*Exercise goal*.
Copy every entry exactly.

*Source material*.

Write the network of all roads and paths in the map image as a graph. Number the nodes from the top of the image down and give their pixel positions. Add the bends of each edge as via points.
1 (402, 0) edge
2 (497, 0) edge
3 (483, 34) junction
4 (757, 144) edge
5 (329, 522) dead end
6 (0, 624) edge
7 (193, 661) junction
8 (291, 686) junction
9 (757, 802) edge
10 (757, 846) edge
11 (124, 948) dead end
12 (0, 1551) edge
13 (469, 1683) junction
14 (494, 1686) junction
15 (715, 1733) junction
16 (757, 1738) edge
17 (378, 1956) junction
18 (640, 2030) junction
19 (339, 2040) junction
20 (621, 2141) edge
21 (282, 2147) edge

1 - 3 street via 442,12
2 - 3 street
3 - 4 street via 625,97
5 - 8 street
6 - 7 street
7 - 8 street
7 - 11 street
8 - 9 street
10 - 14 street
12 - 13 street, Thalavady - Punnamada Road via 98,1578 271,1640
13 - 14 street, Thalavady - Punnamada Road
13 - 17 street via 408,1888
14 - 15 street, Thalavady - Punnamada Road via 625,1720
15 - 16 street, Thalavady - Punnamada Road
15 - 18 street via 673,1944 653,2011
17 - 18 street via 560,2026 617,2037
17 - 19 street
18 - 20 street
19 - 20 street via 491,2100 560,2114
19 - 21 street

*Response below*.
Write the network of all roads and paths in the map image as a graph. Number the nodes from the top of the image down and give their pixel positions. Add the bends of each edge as via points.
1 (402, 0) edge
2 (497, 0) edge
3 (483, 34) junction
4 (757, 144) edge
5 (329, 522) dead end
6 (0, 624) edge
7 (193, 661) junction
8 (291, 686) junction
9 (757, 802) edge
10 (757, 846) edge
11 (124, 948) dead end
12 (0, 1551) edge
13 (469, 1683) junction
14 (494, 1686) junction
15 (715, 1733) junction
16 (757, 1738) edge
17 (378, 1956) junction
18 (640, 2030) junction
19 (339, 2040) junction
20 (621, 2141) edge
21 (282, 2147) edge

1 - 3 street via 442,12
2 - 3 street
3 - 4 street via 625,97
5 - 8 street
6 - 7 street
7 - 8 street
7 - 11 street
8 - 9 street
10 - 14 street
12 - 13 street, Thalavady - Punnamada Road via 98,1578 271,1640
13 - 14 street, Thalavady - Punnamada Road
13 - 17 street via 408,1888
14 - 15 street, Thalavady - Punnamada Road via 625,1720
15 - 16 street, Thalavady - Punnamada Road
15 - 18 street via 673,1944 653,2011
17 - 18 street via 560,2026 617,2037
17 - 19 street
18 - 20 street
19 - 20 street via 491,2100 560,2114
19 - 21 street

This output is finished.